Wednesday, July 31, 2024

Year-End Alpaca Gifts

At the end of the school year, students are likely to show up with extraordinary alpaca-related thank you gifts. This year was no exception.

The first gift was from a senior whose grandmother crocheted this beautiful set of alpacas for me! They remind me of the late Moonstar and her younger "nephew" Dark Star. This student is far from forgettable, but this pair seals the memory forever. 

The second gift was from a new 6th grade violist. During her recess hour, she learned quilling and decided to make an alpaca. Derpy is clearly another Moonstar reference, as I'm sure I told stories in class! Although "Zazzy" brings to mind the Big Bang Theory episode in which Sheldon gets too many cats, names them after famous scientists, except for the one that has a "zazzy" personality!

Here is a detail of the quilling. So much work! Lovely.

Finally, my birthday is close to the end of school and my mother-in-law found these amazing llama/alpaca slippers at LL Beans and got them for me as a gift. I saw her the day after school let out, so it also felt like a year-end gift.

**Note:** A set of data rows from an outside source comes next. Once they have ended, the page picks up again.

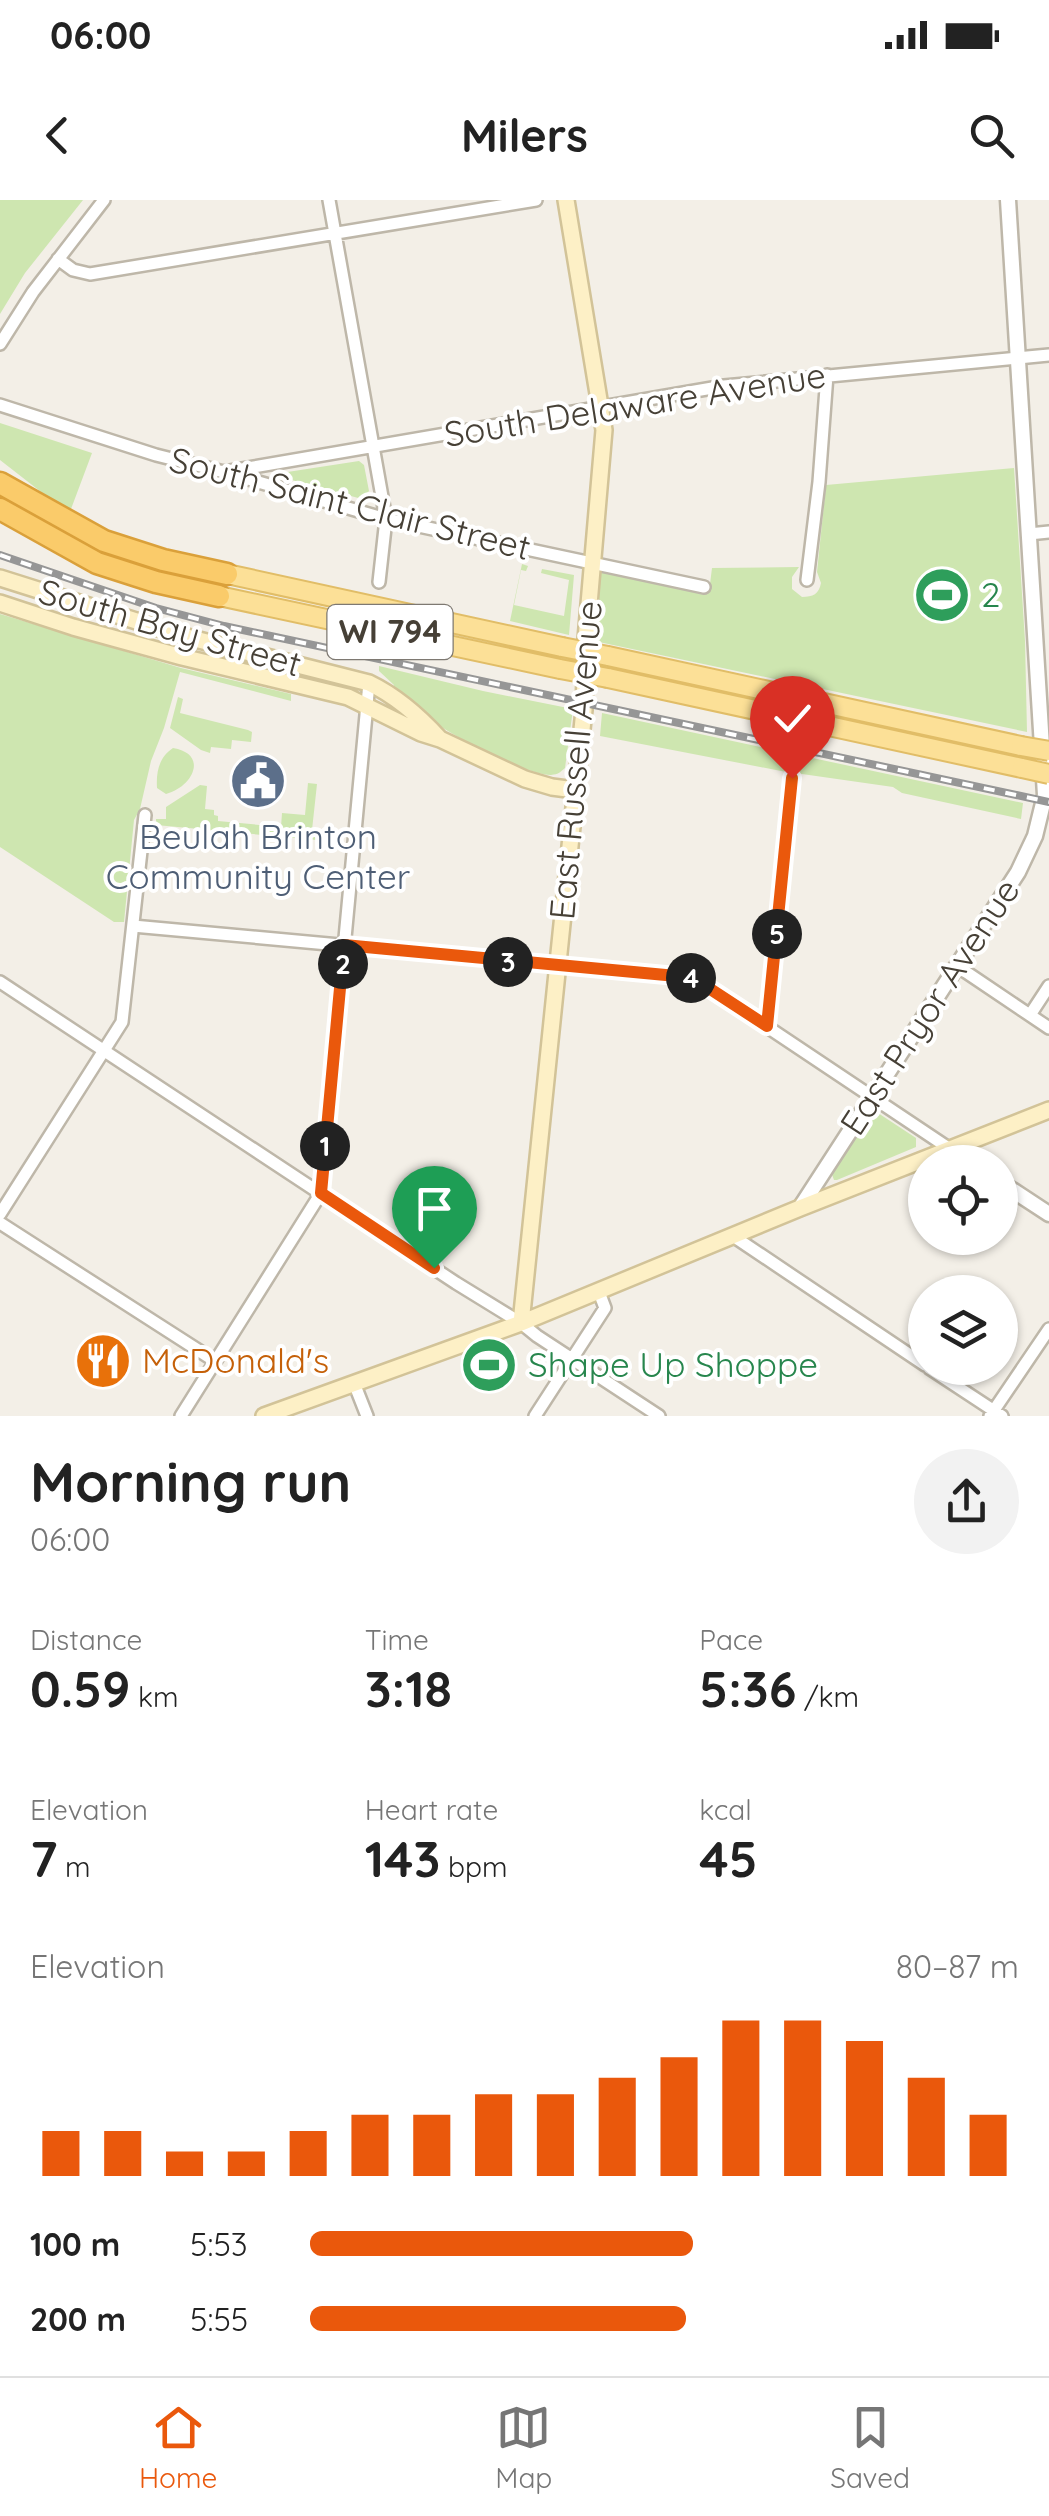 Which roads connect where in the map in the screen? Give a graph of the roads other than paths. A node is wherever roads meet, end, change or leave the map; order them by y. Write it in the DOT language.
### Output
graph roads {
  1 [pos="104,200"];
  2 [pos="329,200"];
  3 [pos="536,200"];
  4 [pos="566,200"];
  5 [pos="1008,200"];
  6 [pos="336,234"];
  7 [pos="58,259"];
  8 [pos="0,344"];
  9 [pos="1049,356"];
  10 [pos="1019,358"];
  11 [pos="827,375"];
  12 [pos="0,404"];
  13 [pos="601,406"];
  14 [pos="371,446"];
  15 [pos="0,469"];
  16 [pos="224,472"];
  17 [pos="0,483"];
  18 [pos="42,506"];
  19 [pos="0,508"];
  20 [pos="386,519"];
  21 [pos="1049,532"];
  22 [pos="1029,534"];
  23 [pos="592,562"];
  24 [pos="227,574"];
  25 [pos="0,578"];
  26 [pos="807,580"];
  27 [pos="379,582"];
  28 [pos="704,586"];
  29 [pos="219,596"];
  30 [pos="0,604"];
  31 [pos="187,638"];
  32 [pos="182,657"];
  33 [pos="369,683"];
  34 [pos="1043,698"];
  35 [pos="367,706"];
  36 [pos="440,739"];
  37 [pos="1049,751"];
  38 [pos="1049,774"];
  39 [pos="792,778"];
  40 [pos="576,790"];
  41 [pos="145,815"];
  42 [pos="133,926"];
  43 [pos="344,945"];
  44 [pos="558,966"];
  45 [pos="957,966"];
  46 [pos="0,982"];
  47 [pos="1049,986"];
  48 [pos="1030,1015"];
  49 [pos="767,1026"];
  50 [pos="1049,1028"];
  51 [pos="104,1051"];
  52 [pos="871,1096"];
  53 [pos="1049,1110"];
  54 [pos="944,1145"];
  55 [pos="960,1145"];
  56 [pos="908,1166"];
  57 [pos="321,1193"];
  58 [pos="1018,1194"];
  59 [pos="800,1208"];
  60 [pos="0,1214"];
  61 [pos="1049,1214"];
  62 [pos="0,1223"];
  63 [pos="732,1236"];
  64 [pos="600,1292"];
  65 [pos="522,1322"];
  66 [pos="1049,1328"];
  67 [pos="908,1353"];
  68 [pos="572,1359"];
  69 [pos="215,1361"];
  70 [pos="354,1383"];
  71 [pos="954,1385"];
  72 [pos="995,1414"];
  73 [pos="181,1416"];
  74 [pos="264,1416"];
  75 [pos="366,1416"];
  76 [pos="534,1416"];
  77 [pos="659,1416"];
  1 -- 7 [label="street"];
  2 -- 6 [label="street"];
  3 -- 6 [label="street"];
  4 -- 13 [label="main road, East Russell Avenue"];
  5 -- 10 [label="street, East Pryor Avenue"];
  6 -- 7 [label="street"];
  6 -- 14 [label="street"];
  7 -- 8 [label="street"];
  9 -- 10 [label="street, South Delaware Avenue"];
  10 -- 11 [label="street, South Delaware Avenue"];
  10 -- 22 [label="street, East Pryor Avenue"];
  11 -- 13 [label="street, South Delaware Avenue"];
  11 -- 26 [label="street"];
  12 -- 16 [label="street, South Saint Clair Street"];
  13 -- 14 [label="street, South Delaware Avenue"];
  13 -- 23 [label="main road, East Russell Avenue"];
  14 -- 16 [label="street, South Delaware Avenue"];
  14 -- 20 [label="street"];
  15 -- 18 [label="highway"];
  16 -- 20 [label="street, South Saint Clair Street"];
  17 -- 18 [label="highway, WI 794"];
  18 -- 24 [label="highway, WI 794"];
  19 -- 29 [label="highway, WI 794"];
  20 -- 23 [label="street, South Saint Clair Street"];
  20 -- 27 [label="street"];
  21 -- 22 [label="street"];
  22 -- 34 [label="street, East Pryor Avenue"];
  23 -- 28 [label="street, South Saint Clair Street"];
  23 -- 40 [label="main road, East Russell Avenue"];
  24 -- 37 [label="main road, WI 794, bridge"];
  25 -- 31 [label="main road, South Bay Street"];
  29 -- 38 [label="main road, WI 794, bridge"];
  30 -- 32 [label="main road, South Bay Street"];
  31 -- 32 [label="main road"];
  31 -- 33 [label="main road, South Bay Street"];
  32 -- 35 [label="main road, South Bay Street"];
  33 -- 35 [label="street"];
  33 -- 36 [label="main road, South Bay Street"];
  34 -- 45 [label="street, East Pryor Avenue"];
  35 -- 36 [label="main road, South Bay Street"];
  35 -- 43 [label="street"];
  36 -- 40 [label="main road, South Bay Street"];
  39 -- 49 [label="street"];
  40 -- 44 [label="main road, East Russell Avenue"];
  41 -- 42 [label="street"];
  42 -- 43 [label="street"];
  42 -- 51 [label="street"];
  43 -- 44 [label="street"];
  43 -- 57 [label="street"];
  44 -- 49 [label="street"];
  44 -- 65 [label="main road, East Russell Avenue"];
  45 -- 48 [label="street"];
  45 -- 52 [label="street, East Pryor Avenue"];
  46 -- 51 [label="street"];
  47 -- 48 [label="street"];
  48 -- 50 [label="street"];
  49 -- 52 [label="street"];
  51 -- 57 [label="street"];
  51 -- 60 [label="street"];
  52 -- 54 [label="street"];
  52 -- 59 [label="street, East Pryor Avenue"];
  53 -- 55 [label="main road"];
  56 -- 59 [label="main road"];
  57 -- 65 [label="street"];
  57 -- 69 [label="street"];
  58 -- 61 [label="street"];
  59 -- 63 [label="main road"];
  62 -- 69 [label="street"];
  63 -- 64 [label="main road"];
  63 -- 67 [label="street"];
  64 -- 65 [label="main road"];
  64 -- 68 [label="street"];
  65 -- 68 [label="street"];
  65 -- 70 [label="main road"];
  66 -- 72 [label="street"];
  68 -- 76 [label="street"];
  68 -- 77 [label="street"];
  69 -- 73 [label="street"];
  70 -- 74 [label="main road"];
  70 -- 75 [label="street"];
  71 -- 72 [label="street"];
}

They have been super comfy to lounge in during summer break!

 Summer is crashing to a close at the moment, but big thank you's for all the thoughtful gifts!


Tuesday, July 30, 2024

Syzygy

SYZYGY: noun, a conjunction or opposition, especially the moon with the sun. "The planets were aligned in syzygy."

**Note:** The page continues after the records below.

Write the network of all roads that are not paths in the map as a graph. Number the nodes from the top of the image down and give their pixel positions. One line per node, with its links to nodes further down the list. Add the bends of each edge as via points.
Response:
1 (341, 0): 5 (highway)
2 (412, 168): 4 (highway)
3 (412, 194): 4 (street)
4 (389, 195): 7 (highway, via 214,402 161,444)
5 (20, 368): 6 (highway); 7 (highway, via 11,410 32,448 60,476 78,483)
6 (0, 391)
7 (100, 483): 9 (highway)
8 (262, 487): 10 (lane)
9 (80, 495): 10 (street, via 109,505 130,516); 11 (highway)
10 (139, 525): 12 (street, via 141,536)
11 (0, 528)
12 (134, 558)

April 8, 2024, a day I had been eagerly awaiting for several years, came together most beautifully: e-learning day at school, three day visit from two besties from my Colorado years, and the perfect weather for a total solar eclipse!

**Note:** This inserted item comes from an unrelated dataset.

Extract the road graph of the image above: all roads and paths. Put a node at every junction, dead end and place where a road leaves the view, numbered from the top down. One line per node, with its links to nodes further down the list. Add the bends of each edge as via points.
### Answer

The weekend started with two airport runs (thanks, airline screw-ups), and so we started the weekend in Indianapolis at the the Eiteljorg Museum of American Indians and Western Art and wandering around downtown and along the canal. 


This incredible carving of a bird in the museum was made out of a musk ox horn. 

And the musk ox carved out of stone. 

And incredible paintings! This one called Stillwater Crossing by Daniel Smith was so unbelievably life-like. What a treasure!

Sunday started with a huge risk: baking popovers with and without gluten. Boy, did they pop!! The secret - don’t open the oven door… They we delicious!

Alpaca visits after breakfast! They weren’t quite as hungry, but we all had patience to hand feed them until they slowly finished all their grain. 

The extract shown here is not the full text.